What to work on:
Print the data verbatim. Leave every image out.

################

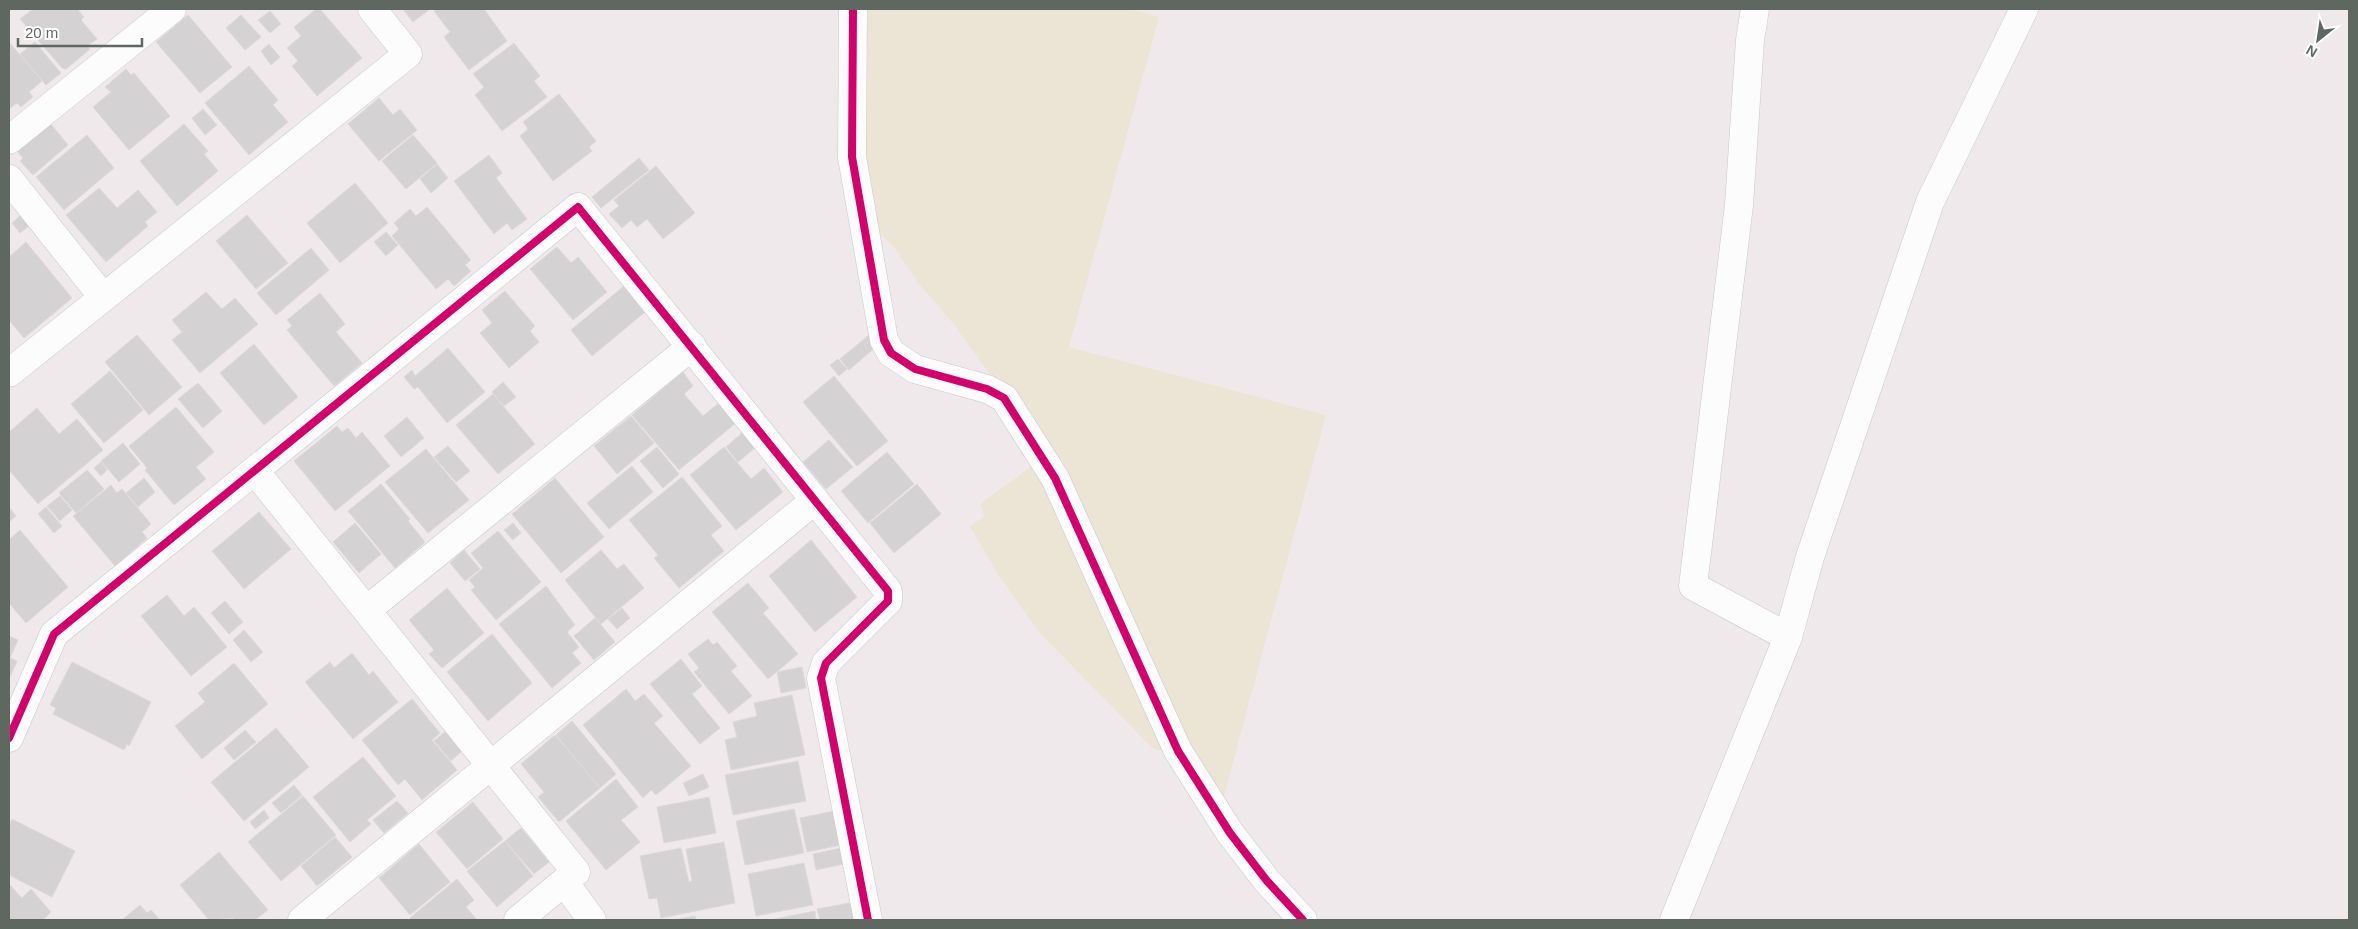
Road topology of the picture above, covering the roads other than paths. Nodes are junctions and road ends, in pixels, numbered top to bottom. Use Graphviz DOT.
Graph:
graph roads {
  1 [pos="172,9"];
  2 [pos="372,9"];
  3 [pos="853,9"];
  4 [pos="1755,9"];
  5 [pos="2024,9"];
  6 [pos="9,140"];
  7 [pos="9,179"];
  8 [pos="103,297"];
  9 [pos="692,346"];
  10 [pos="9,373"];
  11 [pos="255,471"];
  12 [pos="816,500"];
  13 [pos="368,609"];
  14 [pos="1788,637"];
  15 [pos="9,738"];
  16 [pos="491,763"];
  17 [pos="565,882"];
  18 [pos="302,920"];
  19 [pos="518,920"];
  20 [pos="592,920"];
  21 [pos="868,920"];
  22 [pos="1303,920"];
  23 [pos="1674,920"];
  1 -- 6 [label="street"];
  2 -- 8 [label="street"];
  3 -- 22 [label="street"];
  4 -- 14 [label="street"];
  5 -- 14 [label="street"];
  7 -- 8 [label="street"];
  8 -- 10 [label="street"];
  9 -- 11 [label="street"];
  9 -- 12 [label="street"];
  9 -- 13 [label="street"];
  11 -- 13 [label="street"];
  11 -- 15 [label="street"];
  12 -- 16 [label="street"];
  12 -- 21 [label="street"];
  13 -- 16 [label="street"];
  14 -- 23 [label="street"];
  16 -- 17 [label="street"];
  16 -- 18 [label="street"];
  17 -- 19 [label="street"];
  17 -- 20 [label="street"];
}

################

Finished task:
Road topology of the picture above, covering the roads other than paths. Nodes are junctions and road ends, in pixels, numbered top to bottom. Use Graphviz DOT.
Graph:
graph roads {
  1 [pos="172,9"];
  2 [pos="372,9"];
  3 [pos="853,9"];
  4 [pos="1755,9"];
  5 [pos="2024,9"];
  6 [pos="9,140"];
  7 [pos="9,179"];
  8 [pos="103,297"];
  9 [pos="692,346"];
  10 [pos="9,373"];
  11 [pos="255,471"];
  12 [pos="816,500"];
  13 [pos="368,609"];
  14 [pos="1788,637"];
  15 [pos="9,738"];
  16 [pos="491,763"];
  17 [pos="565,882"];
  18 [pos="302,920"];
  19 [pos="518,920"];
  20 [pos="592,920"];
  21 [pos="868,920"];
  22 [pos="1303,920"];
  23 [pos="1674,920"];
  1 -- 6 [label="street"];
  2 -- 8 [label="street"];
  3 -- 22 [label="street"];
  4 -- 14 [label="street"];
  5 -- 14 [label="street"];
  7 -- 8 [label="street"];
  8 -- 10 [label="street"];
  9 -- 11 [label="street"];
  9 -- 12 [label="street"];
  9 -- 13 [label="street"];
  11 -- 13 [label="street"];
  11 -- 15 [label="street"];
  12 -- 16 [label="street"];
  12 -- 21 [label="street"];
  13 -- 16 [label="street"];
  14 -- 23 [label="street"];
  16 -- 17 [label="street"];
  16 -- 18 [label="street"];
  17 -- 19 [label="street"];
  17 -- 20 [label="street"];
}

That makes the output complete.